Hospital-acquired pneumonia in general wards of a Japanese tertiary hospital.

2004 
Objective:  Hospital-acquired pneumonia (HAP) is an important nosocomial disorder because both its mortality and morbidity are high. The Japanese Respiratory Society (JRS) has proposed a new guideline for the diagnosis and treatment of HAP. Clinical investigations of HAP were conducted to assess the current status of HAP in accordance with this guideline. Methodology:  Inpatients who developed HAP in the Second Department of Internal Medicine, Nagasaki University Hospital, a tertiary hospital in Japan, were evaluated. The incidence of HAP was 1.86% (59 cases in 3176 admissions) from 1996 to 2000. In particular, the severity rating of HAP for 46 patients in accordance with the JRS guidelines, was assessed. Results:  The mortality rate was 6.5% at this hospital, which is less than that reported by other investigators in the field. The frequency of bacteria isolated from clinical specimens was as follows: Haemophilus influenzae (20%), Pseudomonas aeruginosa (16.7%), and methicillin-resistant Staphylococcus aureus (13.3%).

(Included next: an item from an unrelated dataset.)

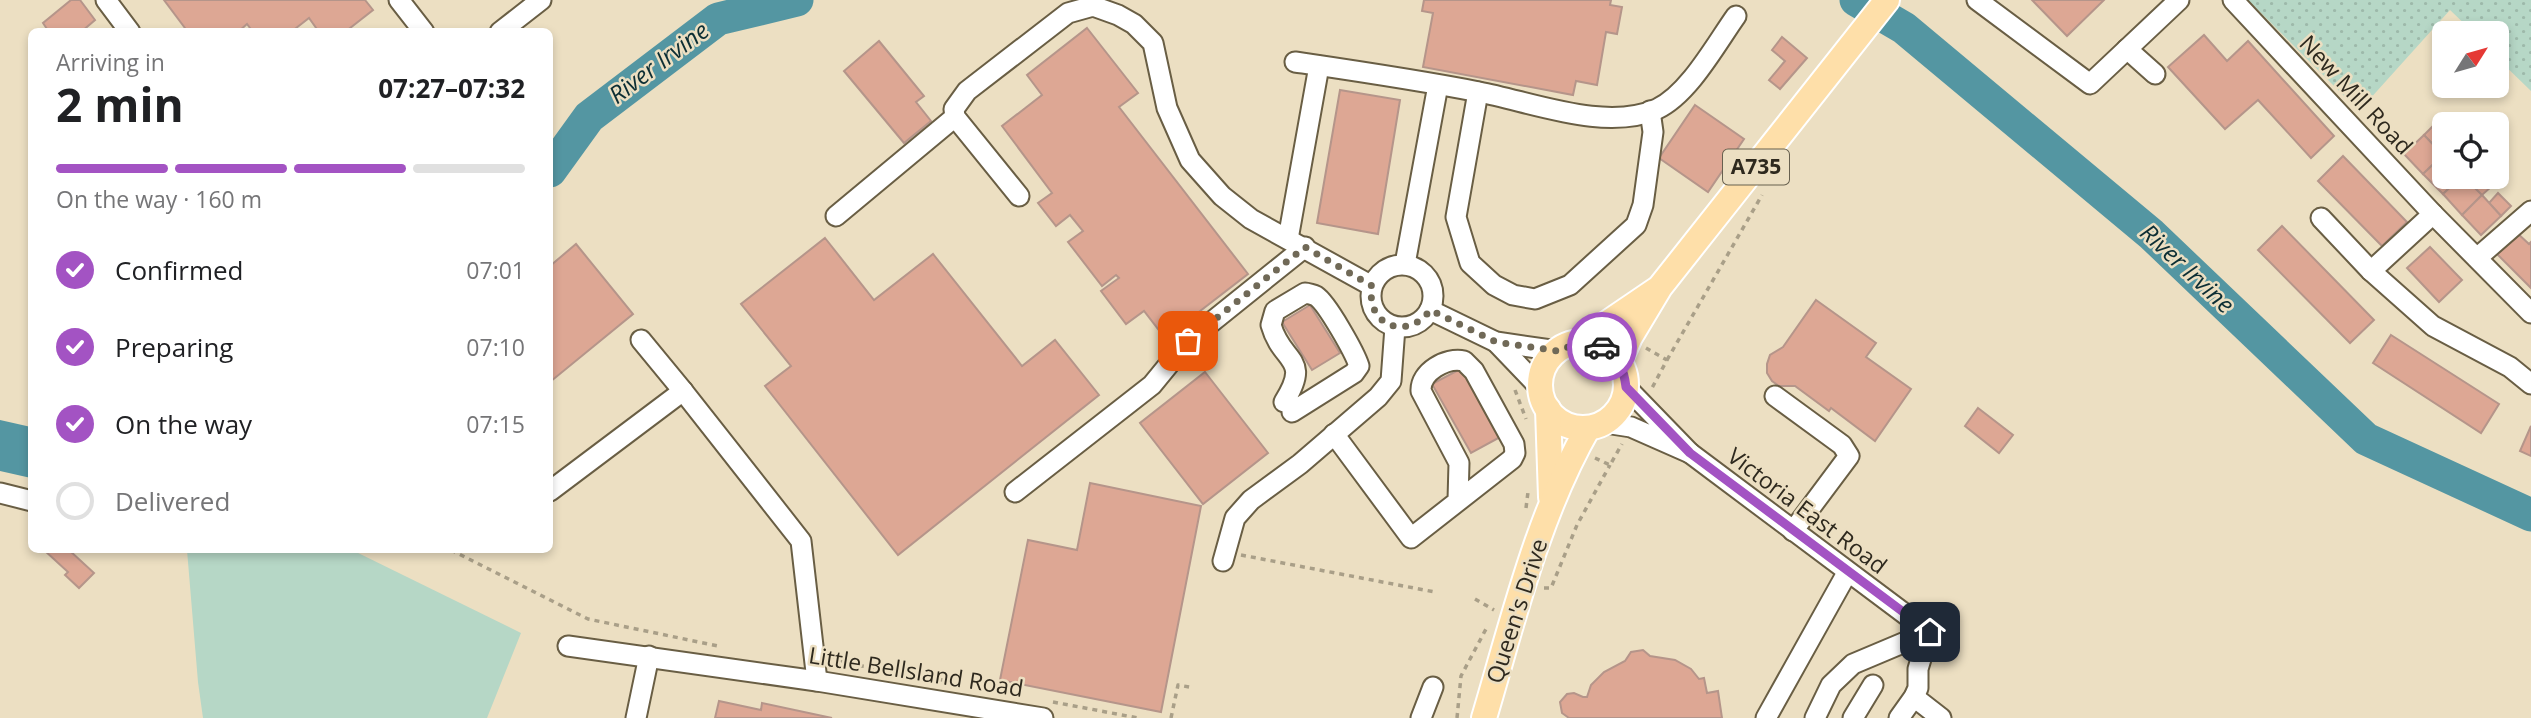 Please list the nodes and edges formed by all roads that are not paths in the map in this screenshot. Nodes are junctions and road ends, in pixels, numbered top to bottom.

Response rates were stratified by first-line medications and the results were as follows: penicillins (33.3%), third-generation cephems (44.4%), and carbapenems (66.7%). Conclusions:  Based on the results presented here, the severity rating proposed in this guideline for HAP appears reasonable, as the response rate for the first-line antibiotic was better in Group II than in Groups III and IV. It will be important to analyse ‘clinical outcome’ in accordance with this guideline.